Admiro a perfeita emulação de minha impaciência de sempre, e sigo querendo entender aquilo tudo: — Isto aqui não te parece real? Em que ano pensa que está?

— 2023, claro – afirma.

— Estamos em 2067, meu jovem. E esse diálogo é ridículo. Ou o sistema me prega uma peça como você mesmo diz, ou adormeci dentro do aparelho, o que é comum quando se tem 91 anos, e agora sonho encontrar comigo aos 40...

— 47, e se alguém aqui está sonhando esse alguém sou eu – fala com certa aflição.

— Te provo que não minto. Posso falar de objetos que recordo nas gavetas do trabalho ou em casa, que nem o garimpo mais exaustivo de seus rastros digitais poderia te entregar.

— Nem comece – me interrompe –, se estou sonhando com você é natural que saiba tudo o que sei.

— Analítico como sempre... não mudei nada – olho para baixo e então para a perfeição do rio.

Uma pausa incômoda se instala. Ele decide continuar: — Se é mesmo quem diz, deve se lembrar do dia em que encontrou uma versão mais velha de você num cenário virtual total.

Penso para responder: — É provável que tenha considerado um truque do sistema, como agora você faz, e tentado de tudo para menosprezar o episódio.

Nova pausa.

— Quer tentar outra prova? Acho mesmo que isso está durando com coerência demais para um sonho.

— Me pergunte sobre o que virá.

Ele hesita um pouco: — A tal adolescência tecnológica, como escreveu Carl Sagan, parece agora superada?

Dou um pequeno sorriso: — Me agrada que a pergunta seja sobre o destino coletivo e não sobre o seu.

— Encontrar um velhinho tranquilo me basta – me devolve o sorriso, numa primeira e estranha cumplicidade.

— Bom, sua pergunta. Digamos que a sensação de que os acertos nunca superam os erros se mantém. E também a impressão de que o melhor do humano continua desperdiçado; talvez haja força nisso, é preciso estar oculto para ser revelado.

— Tudo isso pode ser dito por um homem em 2023.

— Sim. Provavelmente nunca entenderemos esse encontro aqui. – resolvo com isso retomar uma dúvida – Você disse que esse cenário não te parece real?

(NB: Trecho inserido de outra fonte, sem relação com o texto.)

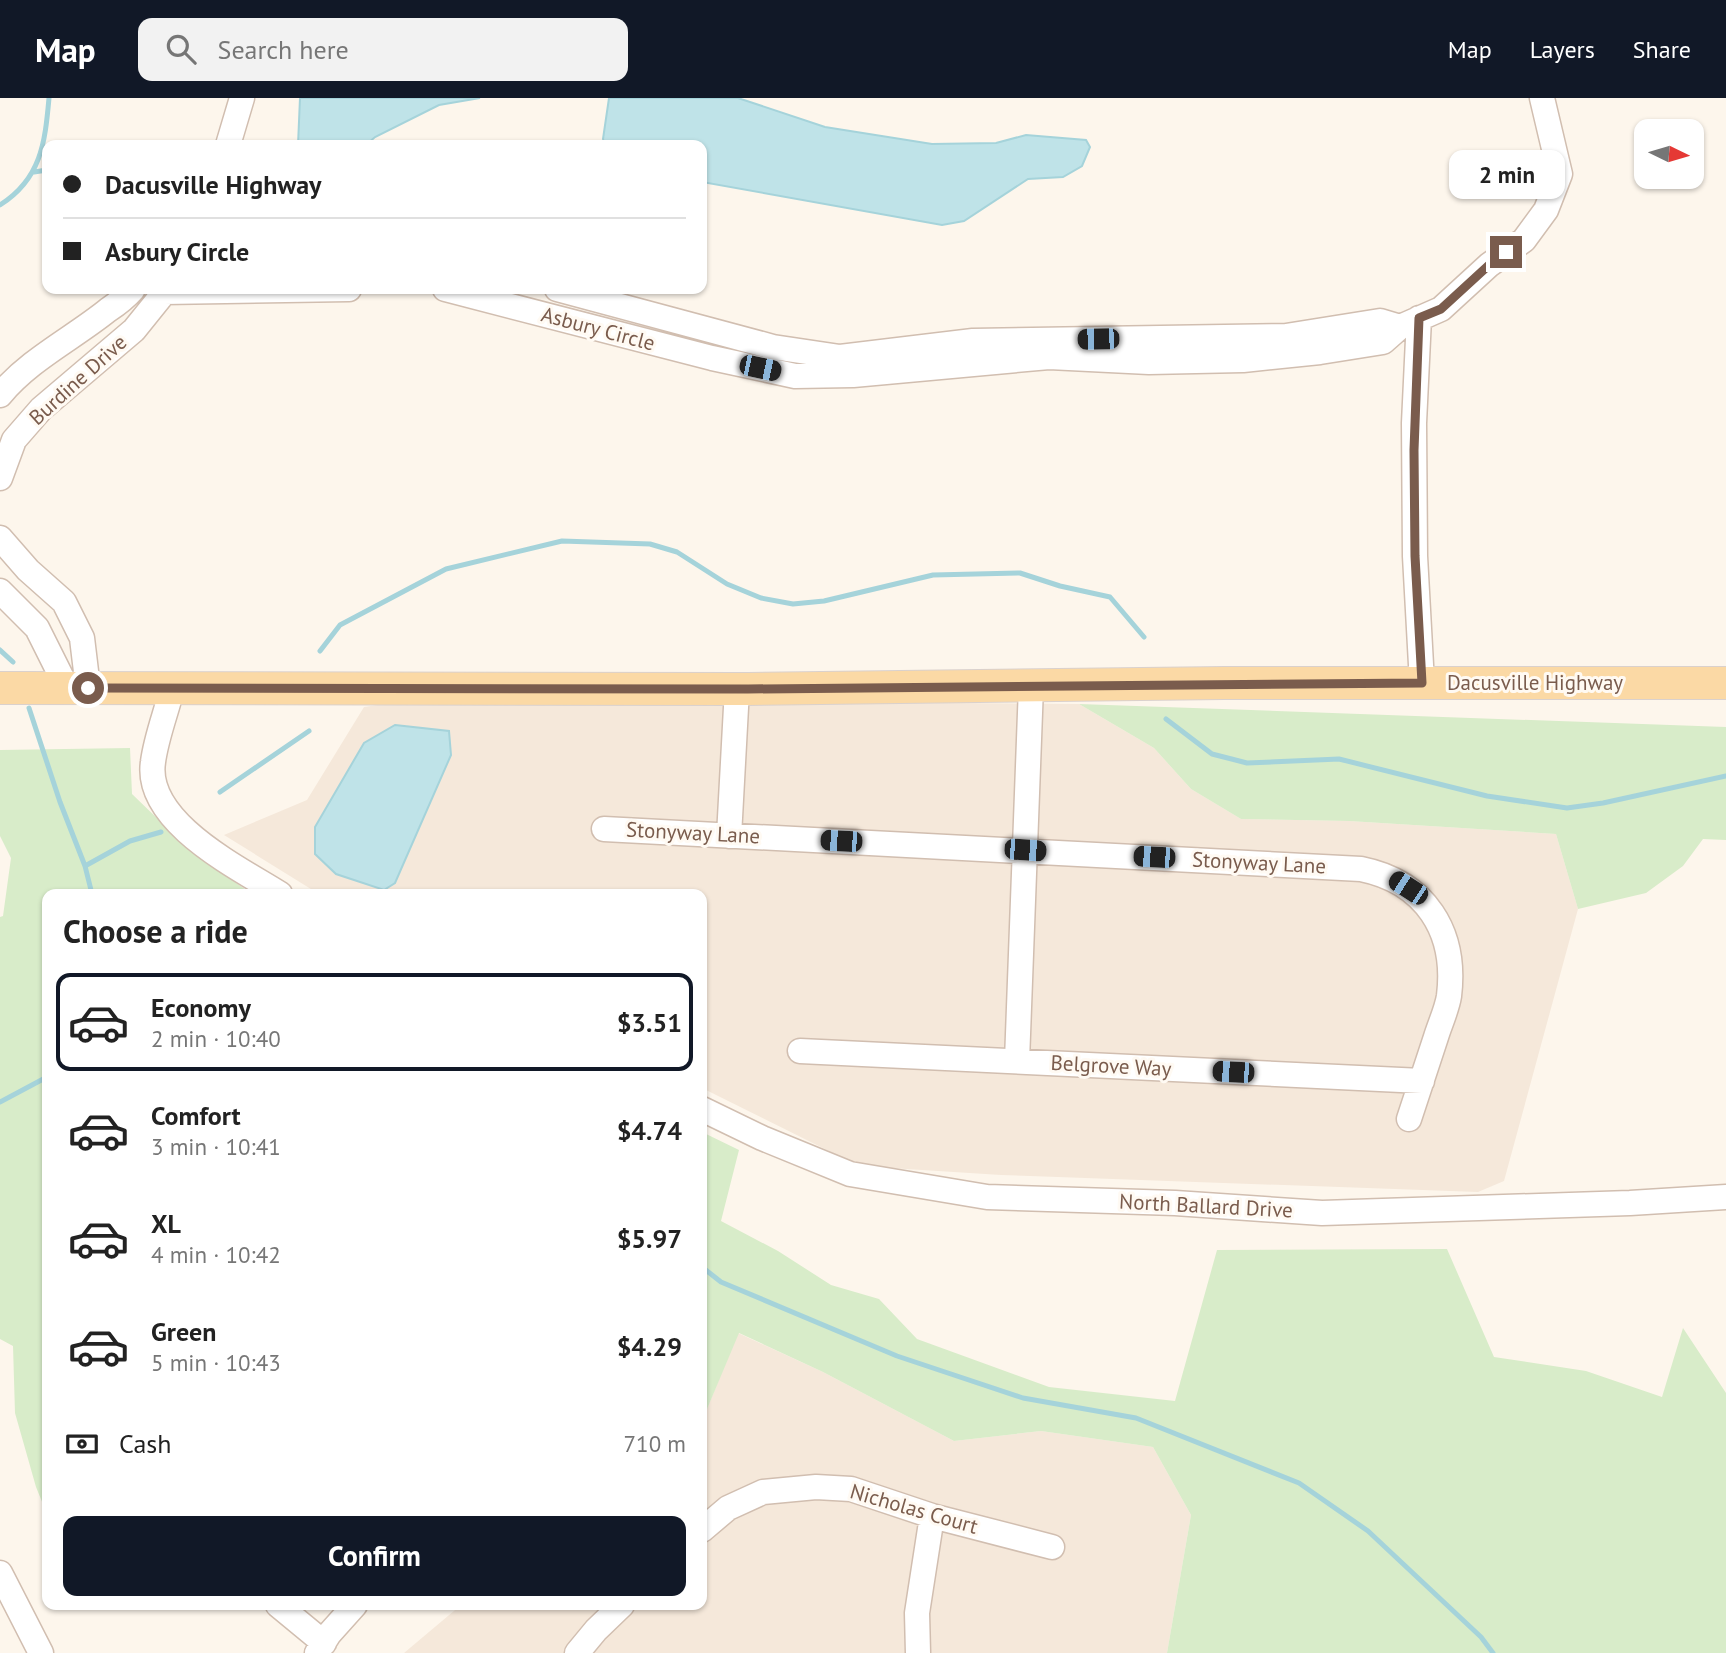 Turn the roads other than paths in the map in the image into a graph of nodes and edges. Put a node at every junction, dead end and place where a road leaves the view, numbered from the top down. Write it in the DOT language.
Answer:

— Ainda vejo pixels ao invés de pedras.

— Espírito crítico, esse tipo de disposição encontrará valor. Não desanime dele – estranho-me falando bizarramente como um pai.

Não conseguimos trocar outra palavra depois daquela, o encontro termina de modo abrupto. Não sei dizer quem saiu primeiro. No dia seguinte, verifico que a capacidade do olho humano distinguir entre real e virtual foi superada ainda antes de 2030.

Revisitei muito a recordação daquele encontro, sem intuir a chave. Devo, jovem, ter conversado comigo em sonho, e por isso me esqueci. Já eu, atesta o sistema, vivi tudo em vigília.

Falei comigo em sonho, mas não alcancei o futuro rigorosamente. Sonhei, aí está a pista, a impossível paisagem em baixa resolução.

Baseado (quase um plágio, rs) no conto "O outro", de Jorge Luis Borges.